* DATASET ENTRIES

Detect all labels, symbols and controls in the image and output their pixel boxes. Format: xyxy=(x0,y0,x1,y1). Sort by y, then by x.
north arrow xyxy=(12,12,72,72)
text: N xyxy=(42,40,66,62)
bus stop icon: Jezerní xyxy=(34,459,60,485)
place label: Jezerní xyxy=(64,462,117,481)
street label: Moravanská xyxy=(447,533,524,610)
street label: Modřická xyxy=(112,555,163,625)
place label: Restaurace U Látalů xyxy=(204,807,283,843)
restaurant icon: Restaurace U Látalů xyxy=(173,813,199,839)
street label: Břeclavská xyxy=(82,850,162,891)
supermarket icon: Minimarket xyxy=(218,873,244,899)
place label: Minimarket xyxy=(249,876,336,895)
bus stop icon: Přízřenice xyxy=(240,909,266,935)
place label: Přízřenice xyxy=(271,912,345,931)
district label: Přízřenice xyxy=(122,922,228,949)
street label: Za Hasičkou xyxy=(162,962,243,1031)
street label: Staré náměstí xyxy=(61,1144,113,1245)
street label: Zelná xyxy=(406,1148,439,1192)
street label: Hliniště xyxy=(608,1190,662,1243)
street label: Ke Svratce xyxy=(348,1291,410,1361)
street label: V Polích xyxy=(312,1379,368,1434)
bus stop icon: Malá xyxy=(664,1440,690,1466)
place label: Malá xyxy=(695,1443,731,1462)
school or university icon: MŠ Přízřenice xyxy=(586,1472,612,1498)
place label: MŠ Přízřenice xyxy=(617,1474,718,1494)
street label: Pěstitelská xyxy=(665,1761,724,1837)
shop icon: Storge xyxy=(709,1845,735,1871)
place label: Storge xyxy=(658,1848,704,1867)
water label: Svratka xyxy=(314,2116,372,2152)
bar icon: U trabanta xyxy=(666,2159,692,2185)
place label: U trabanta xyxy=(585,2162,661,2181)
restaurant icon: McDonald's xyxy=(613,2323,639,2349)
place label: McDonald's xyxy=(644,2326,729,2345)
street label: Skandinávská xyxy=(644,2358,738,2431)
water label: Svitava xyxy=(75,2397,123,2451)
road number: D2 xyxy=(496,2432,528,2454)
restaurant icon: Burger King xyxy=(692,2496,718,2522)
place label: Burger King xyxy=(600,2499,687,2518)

* AIM OF THE EXERCISE
Your reply should consist of the records, copied exactly.

* RESPONSE AREA
Detect all labels, symbols and controls in the image and output their pixel boxes. Format: xyxy=(x0,y0,x1,y1). Sort by y, then by x.
north arrow xyxy=(12,12,72,72)
text: N xyxy=(42,40,66,62)
bus stop icon: Jezerní xyxy=(34,459,60,485)
place label: Jezerní xyxy=(64,462,117,481)
street label: Moravanská xyxy=(447,533,524,610)
street label: Modřická xyxy=(112,555,163,625)
place label: Restaurace U Látalů xyxy=(204,807,283,843)
restaurant icon: Restaurace U Látalů xyxy=(173,813,199,839)
street label: Břeclavská xyxy=(82,850,162,891)
supermarket icon: Minimarket xyxy=(218,873,244,899)
place label: Minimarket xyxy=(249,876,336,895)
bus stop icon: Přízřenice xyxy=(240,909,266,935)
place label: Přízřenice xyxy=(271,912,345,931)
district label: Přízřenice xyxy=(122,922,228,949)
street label: Za Hasičkou xyxy=(162,962,243,1031)
street label: Staré náměstí xyxy=(61,1144,113,1245)
street label: Zelná xyxy=(406,1148,439,1192)
street label: Hliniště xyxy=(608,1190,662,1243)
street label: Ke Svratce xyxy=(348,1291,410,1361)
street label: V Polích xyxy=(312,1379,368,1434)
bus stop icon: Malá xyxy=(664,1440,690,1466)
place label: Malá xyxy=(695,1443,731,1462)
school or university icon: MŠ Přízřenice xyxy=(586,1472,612,1498)
place label: MŠ Přízřenice xyxy=(617,1474,718,1494)
street label: Pěstitelská xyxy=(665,1761,724,1837)
shop icon: Storge xyxy=(709,1845,735,1871)
place label: Storge xyxy=(658,1848,704,1867)
water label: Svratka xyxy=(314,2116,372,2152)
bar icon: U trabanta xyxy=(666,2159,692,2185)
place label: U trabanta xyxy=(585,2162,661,2181)
restaurant icon: McDonald's xyxy=(613,2323,639,2349)
place label: McDonald's xyxy=(644,2326,729,2345)
street label: Skandinávská xyxy=(644,2358,738,2431)
water label: Svitava xyxy=(75,2397,123,2451)
road number: D2 xyxy=(496,2432,528,2454)
restaurant icon: Burger King xyxy=(692,2496,718,2522)
place label: Burger King xyxy=(600,2499,687,2518)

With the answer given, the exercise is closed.